Why is "ss" equal to the German sharp-s character 'ß'?
Coming from this question I'm wondering why ä
and ae
are different(which makes sense) but ß
and ss
are treated as equal. I haven't found an answer on SO even if this question seems to be related and even mentions "that ß
will compare equal to SS
in Germany, or similar" but not why.
The only resource on MSDN I found was this: How to: Compare Strings
Here is mentioned following but also lacks the why:
// "They dance in the street."
// Linguistically (in Windows), "ss" is equal to
// the German essetz: 'ß' character in both en-US and de-DE cultures.
.....
So why does this evaluate to true
, both with de-DE
culture or any other culture:
var ci = new CultureInfo("de-DE");
int result = ci.CompareInfo.Compare("strasse", "straße", CompareOptions.IgnoreNonSpace); // 0
bool equals = String.Equals("strasse", "straße", StringComparison.CurrentCulture); // true
equals = String.Equals("strasse", "straße", StringComparison.InvariantCulture); // true
If you look at the Ä page, you'll see that not always Ä is a replacement for Æ (or ae), and it is still used in various languages.
The letter ß instead:
While the letter "ß" has been used in other languages, it is now only used in German. However, it is not used in Switzerland, Liechtenstein or Namibia.[1] German speakers in Germany, Austria, Belgium,[2] Denmark,[3] Luxembourg[4] and South Tyrol, Italy[5] follow the standard rules for ß.
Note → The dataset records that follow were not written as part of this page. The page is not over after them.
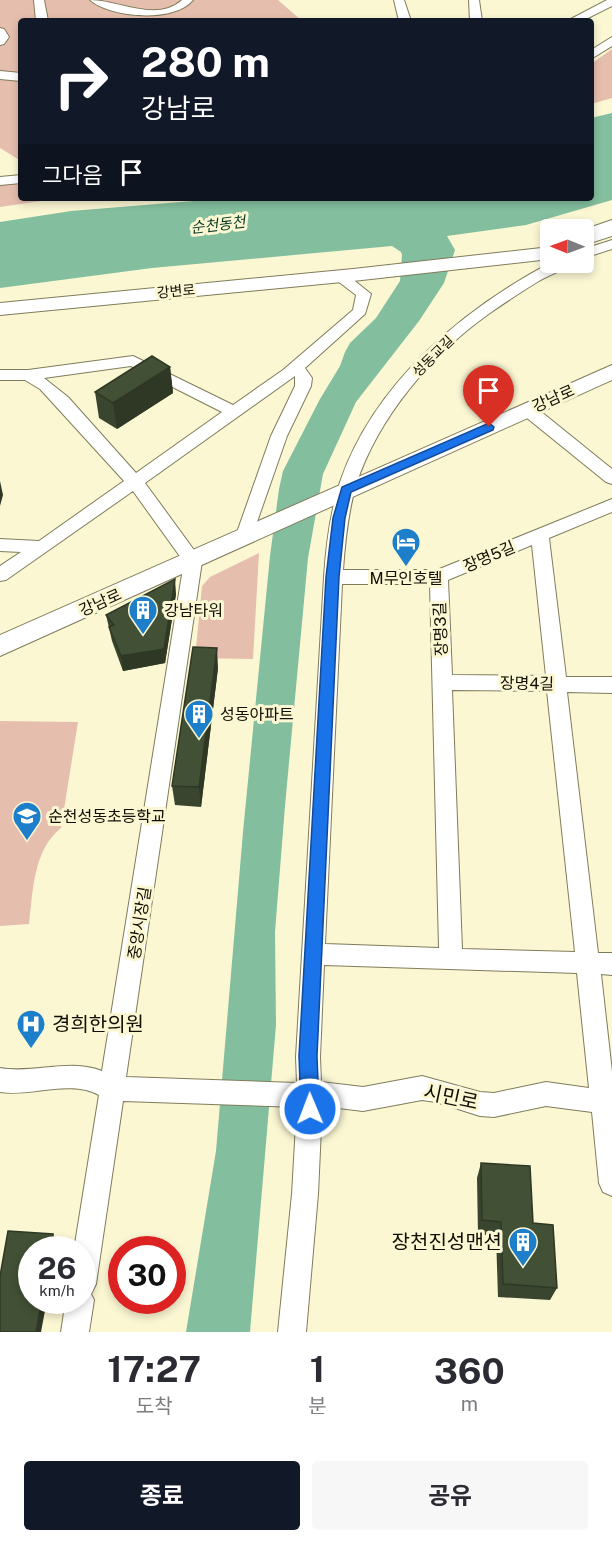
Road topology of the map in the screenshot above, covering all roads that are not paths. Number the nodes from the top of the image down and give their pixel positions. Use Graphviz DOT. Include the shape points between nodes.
graph roads {
  1 [pos="39,0"];
  2 [pos="95,0"];
  3 [pos="188,0"];
  4 [pos="399,0"];
  5 [pos="474,0"];
  6 [pos="612,2"];
  7 [pos="42,18"];
  8 [pos="404,18"];
  9 [pos="476,18"];
  10 [pos="579,18"];
  11 [pos="0,31"];
  12 [pos="612,40"];
  13 [pos="0,42"];
  14 [pos="594,54"];
  15 [pos="0,75"];
  16 [pos="18,77"];
  17 [pos="18,179"];
  18 [pos="0,181"];
  19 [pos="612,224"];
  20 [pos="594,230"];
  21 [pos="612,230"];
  22 [pos="594,236"];
  23 [pos="612,237"];
  24 [pos="594,243"];
  25 [pos="612,244"];
  26 [pos="594,250"];
  27 [pos="540,251"];
  28 [pos="543,273"];
  29 [pos="347,276"];
  30 [pos="0,309"];
  31 [pos="296,367"];
  32 [pos="612,372"];
  33 [pos="0,375"];
  34 [pos="28,375"];
  35 [pos="528,410"];
  36 [pos="234,412"];
  37 [pos="612,477"];
  38 [pos="134,481"];
  39 [pos="338,493"];
  40 [pos="612,505"];
  41 [pos="254,533"];
  42 [pos="540,535"];
  43 [pos="0,545"];
  44 [pos="42,547"];
  45 [pos="193,561"];
  46 [pos="0,575"];
  47 [pos="333,577"];
  48 [pos="439,577"];
  49 [pos="0,646"];
  50 [pos="442,682"];
  51 [pos="555,684"];
  52 [pos="612,685"];
  53 [pos="313,954"];
  54 [pos="451,959"];
  55 [pos="587,963"];
  56 [pos="612,963"];
  57 [pos="0,1080"];
  58 [pos="113,1089"];
  59 [pos="300,1094"];
  60 [pos="608,1104"];
  61 [pos="612,1183"];
  62 [pos="90,1236"];
  63 [pos="78,1314"];
  64 [pos="75,1332"];
  65 [pos="292,1332"];
  1 -- 7 [label="street"];
  2 -- 3 [label="street" via="119,9 146,12 175,9"];
  4 -- 8 [label="street"];
  5 -- 9 [label="street"];
  6 -- 10 [label="street"];
  11 -- 13 [label="street"];
  12 -- 14 [label="street"];
  15 -- 16 [label="street"];
  17 -- 18 [label="street"];
  19 -- 20 [label="street"];
  21 -- 22 [label="main road"];
  23 -- 24 [label="main road"];
  25 -- 26 [label="street"];
  27 -- 29 [label="main road, 강변로"];
  28 -- 39 [label="street, 성동교길" via="510,290 421,366 386,409"];
  29 -- 30 [label="main road, 강변로"];
  29 -- 31 [label="street" via="364,294 360,311"];
  31 -- 36 [label="street"];
  31 -- 41 [label="street" via="304,378 303,386 279,436"];
  32 -- 35 [label="main road, 강남로"];
  33 -- 34 [label="street"];
  34 -- 36 [label="street" via="133,361"];
  34 -- 38 [label="street" via="62,401"];
  35 -- 37 [label="street"];
  35 -- 39 [label="main road, 강남로"];
  36 -- 38 [label="street"];
  38 -- 44 [label="street"];
  38 -- 45 [label="street"];
  39 -- 41 [label="main road, 강남로"];
  39 -- 47 [label="street, 성동교길"];
  40 -- 42 [label="street, 장명5길"];
  41 -- 45 [label="main road, 강남로"];
  42 -- 48 [label="street, 장명5길"];
  42 -- 51 [label="street"];
  43 -- 44 [label="street"];
  44 -- 46 [label="street"];
  45 -- 49 [label="main road, 강남로"];
  45 -- 58 [label="street, 중앙시장길"];
  47 -- 48 [label="street"];
  47 -- 53 [label="street, 성동교길"];
  48 -- 50 [label="street, 장명3길"];
  50 -- 51 [label="street, 장명4길"];
  50 -- 54 [label="street, 장명3길"];
  51 -- 52 [label="street, 장명4길"];
  51 -- 55 [label="street"];
  53 -- 54 [label="street"];
  53 -- 59 [label="street, 성동교길" via="308,1056"];
  54 -- 55 [label="street"];
  55 -- 56 [label="street"];
  55 -- 60 [label="street"];
  57 -- 58 [label="street, 시민로" via="72,1077 91,1079"];
  58 -- 59 [label="street, 시민로"];
  58 -- 62 [label="street, 중앙시장길"];
  59 -- 60 [label="street, 시민로" via="363,1099 422,1088 480,1104 494,1105 546,1094"];
  59 -- 65 [label="street, 성동교길" via="307,1166"];
  60 -- 61 [label="street"];
  63 -- 64 [label="street"];
}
So the ß is used in a single language, with a single rule (ß == ss), while the Ä is used in multiple languages with multiple rules.
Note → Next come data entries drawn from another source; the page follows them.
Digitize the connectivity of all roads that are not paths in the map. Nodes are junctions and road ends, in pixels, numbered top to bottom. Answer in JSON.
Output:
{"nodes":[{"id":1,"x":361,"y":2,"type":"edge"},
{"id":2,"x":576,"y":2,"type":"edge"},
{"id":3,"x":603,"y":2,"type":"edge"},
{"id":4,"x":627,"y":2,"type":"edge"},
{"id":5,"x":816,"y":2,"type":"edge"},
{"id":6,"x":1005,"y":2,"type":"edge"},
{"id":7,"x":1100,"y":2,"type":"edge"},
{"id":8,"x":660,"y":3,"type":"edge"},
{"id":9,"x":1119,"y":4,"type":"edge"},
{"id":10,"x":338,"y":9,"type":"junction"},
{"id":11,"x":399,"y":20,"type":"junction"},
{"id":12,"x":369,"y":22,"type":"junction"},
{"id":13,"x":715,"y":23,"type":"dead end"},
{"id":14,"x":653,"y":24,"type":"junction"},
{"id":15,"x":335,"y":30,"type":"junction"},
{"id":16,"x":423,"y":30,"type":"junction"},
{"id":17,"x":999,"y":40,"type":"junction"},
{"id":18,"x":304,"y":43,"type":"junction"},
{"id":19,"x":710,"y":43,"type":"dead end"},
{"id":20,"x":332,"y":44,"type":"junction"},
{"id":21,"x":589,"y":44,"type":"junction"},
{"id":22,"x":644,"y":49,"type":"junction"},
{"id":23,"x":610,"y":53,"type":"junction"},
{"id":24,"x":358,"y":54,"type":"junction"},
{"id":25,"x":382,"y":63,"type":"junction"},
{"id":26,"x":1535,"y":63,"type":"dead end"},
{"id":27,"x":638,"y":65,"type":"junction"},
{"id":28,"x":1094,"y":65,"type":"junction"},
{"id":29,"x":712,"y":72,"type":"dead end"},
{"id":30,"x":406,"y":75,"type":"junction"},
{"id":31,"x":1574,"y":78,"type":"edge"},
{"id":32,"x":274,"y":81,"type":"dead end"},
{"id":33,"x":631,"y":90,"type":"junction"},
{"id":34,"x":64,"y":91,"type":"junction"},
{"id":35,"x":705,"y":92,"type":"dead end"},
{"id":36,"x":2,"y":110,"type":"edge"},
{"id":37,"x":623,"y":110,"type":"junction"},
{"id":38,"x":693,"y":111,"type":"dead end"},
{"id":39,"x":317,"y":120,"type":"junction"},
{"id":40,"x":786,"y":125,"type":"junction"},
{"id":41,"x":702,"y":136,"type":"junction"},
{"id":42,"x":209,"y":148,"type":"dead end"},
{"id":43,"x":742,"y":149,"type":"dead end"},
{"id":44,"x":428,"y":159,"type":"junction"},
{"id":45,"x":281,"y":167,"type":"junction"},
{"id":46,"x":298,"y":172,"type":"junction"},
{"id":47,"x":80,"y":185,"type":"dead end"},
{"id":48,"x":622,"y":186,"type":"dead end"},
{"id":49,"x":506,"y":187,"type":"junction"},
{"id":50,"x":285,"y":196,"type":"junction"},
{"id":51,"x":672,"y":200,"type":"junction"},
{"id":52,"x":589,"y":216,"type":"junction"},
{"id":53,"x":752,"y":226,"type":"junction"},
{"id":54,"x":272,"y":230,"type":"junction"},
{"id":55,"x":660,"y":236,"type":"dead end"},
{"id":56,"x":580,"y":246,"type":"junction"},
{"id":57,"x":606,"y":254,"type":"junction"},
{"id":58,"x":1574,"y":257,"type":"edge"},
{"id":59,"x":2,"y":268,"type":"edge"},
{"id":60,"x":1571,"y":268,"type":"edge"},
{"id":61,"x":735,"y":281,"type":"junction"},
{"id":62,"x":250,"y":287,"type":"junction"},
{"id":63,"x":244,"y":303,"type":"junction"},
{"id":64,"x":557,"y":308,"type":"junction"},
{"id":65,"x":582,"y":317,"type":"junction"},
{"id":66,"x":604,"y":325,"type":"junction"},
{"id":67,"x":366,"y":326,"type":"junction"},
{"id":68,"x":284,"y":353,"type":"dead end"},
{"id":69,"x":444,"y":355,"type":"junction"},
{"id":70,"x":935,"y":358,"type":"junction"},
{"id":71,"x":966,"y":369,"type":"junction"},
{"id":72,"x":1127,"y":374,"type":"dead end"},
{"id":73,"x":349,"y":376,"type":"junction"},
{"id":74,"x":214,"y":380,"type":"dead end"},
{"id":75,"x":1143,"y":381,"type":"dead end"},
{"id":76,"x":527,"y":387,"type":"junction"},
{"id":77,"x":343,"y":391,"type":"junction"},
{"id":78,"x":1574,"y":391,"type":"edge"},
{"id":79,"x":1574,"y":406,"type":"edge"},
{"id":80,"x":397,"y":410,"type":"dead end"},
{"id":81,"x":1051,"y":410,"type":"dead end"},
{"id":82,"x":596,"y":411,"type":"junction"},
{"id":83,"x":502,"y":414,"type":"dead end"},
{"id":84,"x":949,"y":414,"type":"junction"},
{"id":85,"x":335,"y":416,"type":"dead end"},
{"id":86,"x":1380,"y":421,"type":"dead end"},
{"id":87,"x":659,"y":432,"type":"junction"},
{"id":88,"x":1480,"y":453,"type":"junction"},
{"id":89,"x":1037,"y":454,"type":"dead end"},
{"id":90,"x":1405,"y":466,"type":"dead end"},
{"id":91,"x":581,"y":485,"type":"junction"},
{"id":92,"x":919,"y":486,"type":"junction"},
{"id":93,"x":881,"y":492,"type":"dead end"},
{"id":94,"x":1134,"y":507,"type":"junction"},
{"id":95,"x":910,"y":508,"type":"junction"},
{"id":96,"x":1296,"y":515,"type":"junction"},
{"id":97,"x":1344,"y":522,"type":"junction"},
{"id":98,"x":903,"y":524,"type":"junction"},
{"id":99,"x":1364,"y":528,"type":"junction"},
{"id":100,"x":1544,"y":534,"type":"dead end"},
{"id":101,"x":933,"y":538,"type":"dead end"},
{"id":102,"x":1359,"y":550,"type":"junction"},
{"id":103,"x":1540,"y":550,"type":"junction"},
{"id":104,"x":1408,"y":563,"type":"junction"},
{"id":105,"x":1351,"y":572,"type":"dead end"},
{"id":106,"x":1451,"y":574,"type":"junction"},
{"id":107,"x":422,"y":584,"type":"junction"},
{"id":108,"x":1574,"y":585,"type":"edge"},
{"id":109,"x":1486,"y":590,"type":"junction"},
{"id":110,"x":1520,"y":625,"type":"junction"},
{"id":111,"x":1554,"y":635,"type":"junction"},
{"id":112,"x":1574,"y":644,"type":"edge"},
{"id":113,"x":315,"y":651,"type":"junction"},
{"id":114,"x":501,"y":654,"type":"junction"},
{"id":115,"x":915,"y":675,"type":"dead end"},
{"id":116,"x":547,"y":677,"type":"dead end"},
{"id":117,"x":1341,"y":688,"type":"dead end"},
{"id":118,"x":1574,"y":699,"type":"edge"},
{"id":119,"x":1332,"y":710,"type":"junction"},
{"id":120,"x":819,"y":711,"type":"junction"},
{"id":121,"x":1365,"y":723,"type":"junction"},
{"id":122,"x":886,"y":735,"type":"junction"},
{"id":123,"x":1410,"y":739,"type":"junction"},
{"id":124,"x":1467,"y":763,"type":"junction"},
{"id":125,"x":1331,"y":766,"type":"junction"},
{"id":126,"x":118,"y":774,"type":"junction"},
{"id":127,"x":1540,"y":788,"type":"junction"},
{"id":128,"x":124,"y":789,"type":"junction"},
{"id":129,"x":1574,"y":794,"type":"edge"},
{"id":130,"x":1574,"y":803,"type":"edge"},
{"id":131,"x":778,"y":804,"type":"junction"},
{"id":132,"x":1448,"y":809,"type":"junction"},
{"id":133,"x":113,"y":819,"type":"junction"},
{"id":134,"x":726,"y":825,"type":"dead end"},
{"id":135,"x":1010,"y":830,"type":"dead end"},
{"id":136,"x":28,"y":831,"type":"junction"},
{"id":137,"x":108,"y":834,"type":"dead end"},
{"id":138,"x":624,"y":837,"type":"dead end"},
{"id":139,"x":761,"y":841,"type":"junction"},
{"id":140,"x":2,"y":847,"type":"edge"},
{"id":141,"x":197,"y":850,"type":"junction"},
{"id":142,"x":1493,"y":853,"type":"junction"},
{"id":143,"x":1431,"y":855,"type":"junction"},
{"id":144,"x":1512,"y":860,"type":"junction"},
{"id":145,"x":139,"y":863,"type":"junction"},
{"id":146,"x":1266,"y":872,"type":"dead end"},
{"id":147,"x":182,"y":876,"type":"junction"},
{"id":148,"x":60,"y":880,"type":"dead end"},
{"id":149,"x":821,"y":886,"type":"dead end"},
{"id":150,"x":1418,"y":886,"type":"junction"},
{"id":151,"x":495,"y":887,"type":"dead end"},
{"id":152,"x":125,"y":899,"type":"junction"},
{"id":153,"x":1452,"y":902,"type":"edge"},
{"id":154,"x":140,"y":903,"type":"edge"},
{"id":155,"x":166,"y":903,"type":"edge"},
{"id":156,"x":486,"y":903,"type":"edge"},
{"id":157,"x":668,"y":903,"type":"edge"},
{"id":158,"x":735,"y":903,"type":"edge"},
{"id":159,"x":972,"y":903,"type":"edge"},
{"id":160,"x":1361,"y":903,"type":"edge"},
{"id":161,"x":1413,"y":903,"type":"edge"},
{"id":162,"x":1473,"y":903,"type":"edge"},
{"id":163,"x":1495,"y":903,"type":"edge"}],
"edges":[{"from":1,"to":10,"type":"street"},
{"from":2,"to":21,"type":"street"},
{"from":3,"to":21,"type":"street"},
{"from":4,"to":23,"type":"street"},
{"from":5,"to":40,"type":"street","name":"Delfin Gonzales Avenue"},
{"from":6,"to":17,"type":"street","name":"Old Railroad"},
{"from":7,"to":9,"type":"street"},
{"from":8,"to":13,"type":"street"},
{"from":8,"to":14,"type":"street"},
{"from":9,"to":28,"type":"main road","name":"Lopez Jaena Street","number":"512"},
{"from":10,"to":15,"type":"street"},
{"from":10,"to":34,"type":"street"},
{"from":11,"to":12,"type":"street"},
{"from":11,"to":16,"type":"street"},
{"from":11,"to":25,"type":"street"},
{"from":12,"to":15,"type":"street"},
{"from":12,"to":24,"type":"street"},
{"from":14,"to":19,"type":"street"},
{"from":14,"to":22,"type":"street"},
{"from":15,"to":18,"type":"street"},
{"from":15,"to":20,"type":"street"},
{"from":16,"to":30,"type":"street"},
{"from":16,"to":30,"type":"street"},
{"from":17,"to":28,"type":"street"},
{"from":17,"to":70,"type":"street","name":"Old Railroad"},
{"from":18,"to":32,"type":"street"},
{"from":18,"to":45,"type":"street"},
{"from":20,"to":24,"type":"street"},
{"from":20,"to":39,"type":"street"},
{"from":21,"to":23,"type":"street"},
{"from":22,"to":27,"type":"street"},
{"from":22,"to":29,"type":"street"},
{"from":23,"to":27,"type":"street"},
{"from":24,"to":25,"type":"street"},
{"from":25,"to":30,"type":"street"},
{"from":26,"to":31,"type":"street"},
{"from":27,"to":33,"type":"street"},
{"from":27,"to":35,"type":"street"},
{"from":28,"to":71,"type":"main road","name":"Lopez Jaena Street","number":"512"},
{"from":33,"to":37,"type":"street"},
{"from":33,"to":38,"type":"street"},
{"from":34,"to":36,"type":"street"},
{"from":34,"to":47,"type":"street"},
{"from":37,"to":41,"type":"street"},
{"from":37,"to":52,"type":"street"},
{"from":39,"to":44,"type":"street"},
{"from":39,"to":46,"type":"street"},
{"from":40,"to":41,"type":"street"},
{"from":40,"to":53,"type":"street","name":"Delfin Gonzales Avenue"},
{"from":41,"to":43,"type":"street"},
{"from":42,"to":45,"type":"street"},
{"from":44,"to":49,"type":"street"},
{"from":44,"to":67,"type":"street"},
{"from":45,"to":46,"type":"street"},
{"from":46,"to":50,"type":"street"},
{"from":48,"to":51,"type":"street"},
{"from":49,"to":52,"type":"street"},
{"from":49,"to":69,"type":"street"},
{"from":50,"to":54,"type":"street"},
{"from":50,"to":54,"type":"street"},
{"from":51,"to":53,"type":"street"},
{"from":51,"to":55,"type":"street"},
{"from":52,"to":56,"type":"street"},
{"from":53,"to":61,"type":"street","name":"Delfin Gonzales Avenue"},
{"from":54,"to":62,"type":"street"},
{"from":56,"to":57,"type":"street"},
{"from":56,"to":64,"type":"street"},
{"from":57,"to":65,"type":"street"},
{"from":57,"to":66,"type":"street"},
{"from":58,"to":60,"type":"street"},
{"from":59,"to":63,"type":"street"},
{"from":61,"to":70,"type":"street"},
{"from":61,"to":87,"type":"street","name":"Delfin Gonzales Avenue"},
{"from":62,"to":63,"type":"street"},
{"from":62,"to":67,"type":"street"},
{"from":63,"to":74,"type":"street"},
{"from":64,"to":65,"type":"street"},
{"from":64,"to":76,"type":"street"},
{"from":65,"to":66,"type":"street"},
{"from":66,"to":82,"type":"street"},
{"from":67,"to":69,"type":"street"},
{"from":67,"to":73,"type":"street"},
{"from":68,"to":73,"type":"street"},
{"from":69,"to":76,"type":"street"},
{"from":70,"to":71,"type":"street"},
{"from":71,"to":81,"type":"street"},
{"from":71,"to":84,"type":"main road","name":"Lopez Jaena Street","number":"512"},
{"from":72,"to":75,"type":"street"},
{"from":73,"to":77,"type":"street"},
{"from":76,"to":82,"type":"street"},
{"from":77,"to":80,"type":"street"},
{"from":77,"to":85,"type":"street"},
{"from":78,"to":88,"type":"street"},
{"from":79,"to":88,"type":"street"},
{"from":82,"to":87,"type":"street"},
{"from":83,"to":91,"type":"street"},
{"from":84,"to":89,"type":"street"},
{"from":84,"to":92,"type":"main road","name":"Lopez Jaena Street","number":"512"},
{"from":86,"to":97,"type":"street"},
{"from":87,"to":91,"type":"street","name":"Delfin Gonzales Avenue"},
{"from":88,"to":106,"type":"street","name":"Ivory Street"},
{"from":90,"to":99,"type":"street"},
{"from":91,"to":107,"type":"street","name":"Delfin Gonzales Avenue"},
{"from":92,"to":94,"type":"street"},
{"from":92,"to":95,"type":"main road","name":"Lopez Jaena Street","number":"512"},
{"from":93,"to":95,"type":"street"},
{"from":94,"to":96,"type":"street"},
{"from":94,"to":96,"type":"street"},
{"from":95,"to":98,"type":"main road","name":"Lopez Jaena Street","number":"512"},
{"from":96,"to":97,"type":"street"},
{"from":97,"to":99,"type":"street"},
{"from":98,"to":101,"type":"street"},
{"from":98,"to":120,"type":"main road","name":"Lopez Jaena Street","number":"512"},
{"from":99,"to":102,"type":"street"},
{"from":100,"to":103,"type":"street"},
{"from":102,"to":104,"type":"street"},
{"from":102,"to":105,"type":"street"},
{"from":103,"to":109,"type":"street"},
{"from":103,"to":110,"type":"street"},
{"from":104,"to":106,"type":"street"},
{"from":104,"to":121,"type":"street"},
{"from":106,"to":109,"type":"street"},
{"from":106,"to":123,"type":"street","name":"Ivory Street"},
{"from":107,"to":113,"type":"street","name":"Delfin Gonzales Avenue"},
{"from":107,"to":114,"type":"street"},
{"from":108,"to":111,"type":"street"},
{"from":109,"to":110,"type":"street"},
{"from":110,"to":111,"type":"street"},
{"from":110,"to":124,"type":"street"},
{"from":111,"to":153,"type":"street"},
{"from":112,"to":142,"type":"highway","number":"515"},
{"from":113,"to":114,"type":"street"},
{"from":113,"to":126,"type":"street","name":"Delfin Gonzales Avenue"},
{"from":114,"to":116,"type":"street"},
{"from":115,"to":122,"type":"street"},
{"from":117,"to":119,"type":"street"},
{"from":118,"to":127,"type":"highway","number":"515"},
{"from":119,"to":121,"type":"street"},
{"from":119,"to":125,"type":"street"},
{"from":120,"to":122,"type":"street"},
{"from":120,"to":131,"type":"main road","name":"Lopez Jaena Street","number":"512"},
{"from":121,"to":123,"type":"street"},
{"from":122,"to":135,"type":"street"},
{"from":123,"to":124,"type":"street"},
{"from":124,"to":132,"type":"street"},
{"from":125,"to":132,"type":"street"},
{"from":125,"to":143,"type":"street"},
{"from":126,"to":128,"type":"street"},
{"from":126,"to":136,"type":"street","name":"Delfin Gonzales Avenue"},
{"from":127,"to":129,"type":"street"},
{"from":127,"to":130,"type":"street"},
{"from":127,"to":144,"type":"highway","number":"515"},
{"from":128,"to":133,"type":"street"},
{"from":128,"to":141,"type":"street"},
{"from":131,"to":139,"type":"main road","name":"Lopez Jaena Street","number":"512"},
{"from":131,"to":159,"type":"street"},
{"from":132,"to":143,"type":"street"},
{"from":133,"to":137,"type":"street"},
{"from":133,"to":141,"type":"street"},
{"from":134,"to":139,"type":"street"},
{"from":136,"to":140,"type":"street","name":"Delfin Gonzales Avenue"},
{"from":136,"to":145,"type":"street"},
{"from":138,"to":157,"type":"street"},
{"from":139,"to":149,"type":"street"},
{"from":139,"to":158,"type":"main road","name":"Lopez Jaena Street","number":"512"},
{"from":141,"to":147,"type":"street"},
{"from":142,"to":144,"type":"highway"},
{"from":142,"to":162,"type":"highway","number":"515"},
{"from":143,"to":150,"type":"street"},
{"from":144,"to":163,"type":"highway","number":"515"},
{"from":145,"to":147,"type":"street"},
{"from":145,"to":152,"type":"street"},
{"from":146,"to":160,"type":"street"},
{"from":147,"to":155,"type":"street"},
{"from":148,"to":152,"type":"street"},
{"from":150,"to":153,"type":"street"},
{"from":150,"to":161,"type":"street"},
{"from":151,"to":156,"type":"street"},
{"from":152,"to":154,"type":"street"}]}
Note that, considering that case folding is:
Case folding is primarily used for caseless comparison of text, such as identifiers in a computer program, rather than actual text transformation
The official Unicode 7.0 Case Folding Properties tells us that
00DF; F; 0073 0073; # LATIN SMALL LETTER SHARP S
where 00DF is ß and 0073 is s, so ß can be considered, for caseless comparison, as ss.
Some background info for you. Taken from here.
Windows Alt Codes
In Windows, combinations of the ALT key plus a numeric code can be used to type a non-English character (accented letter or punctuation symbol) in any Windows application. More detailed instructions about typing accents with ALT keys are available. Additional options for entering accents in Windows are also listed in the Accents section of this Web site.
Note: The letters ü, ö, ä and ß can be replaced by "ue", "oe", "ae" or "ss" respectively.
German ALT Codes
Sym Windows ALT Code
Ä ALT+0196
ä ALT+0228
Ö ALT+0214
ö ALT+0246
Ü ALT+0220
ü ALT+0252
ß ALT+0223
€ ALT+0128
Taken from here.
In the German alphabet, the letter ß, called "Eszett" (IPA: [ɛsˈtsɛt]) or "scharfes S", in English "sharp S", is a consonant that evolved as a ligature of "long s and z" (ſz) and "long s over round s" (ſs). When speaking it is pronounced [s] (see IPA). Since the German orthography reform of 1996, it is used only after long vowels and diphthongs, while ss is written after short vowels. The name eszett comes from the two letters S and Z as they are pronounced in German. It is also called scharfes S (IPA: [ˈʃaɐ̯.fəs ˈʔɛs, ˈʃaː.fəs ˈʔɛs] in German, meaning "sharp S". Its Unicode encoding is U+00DF.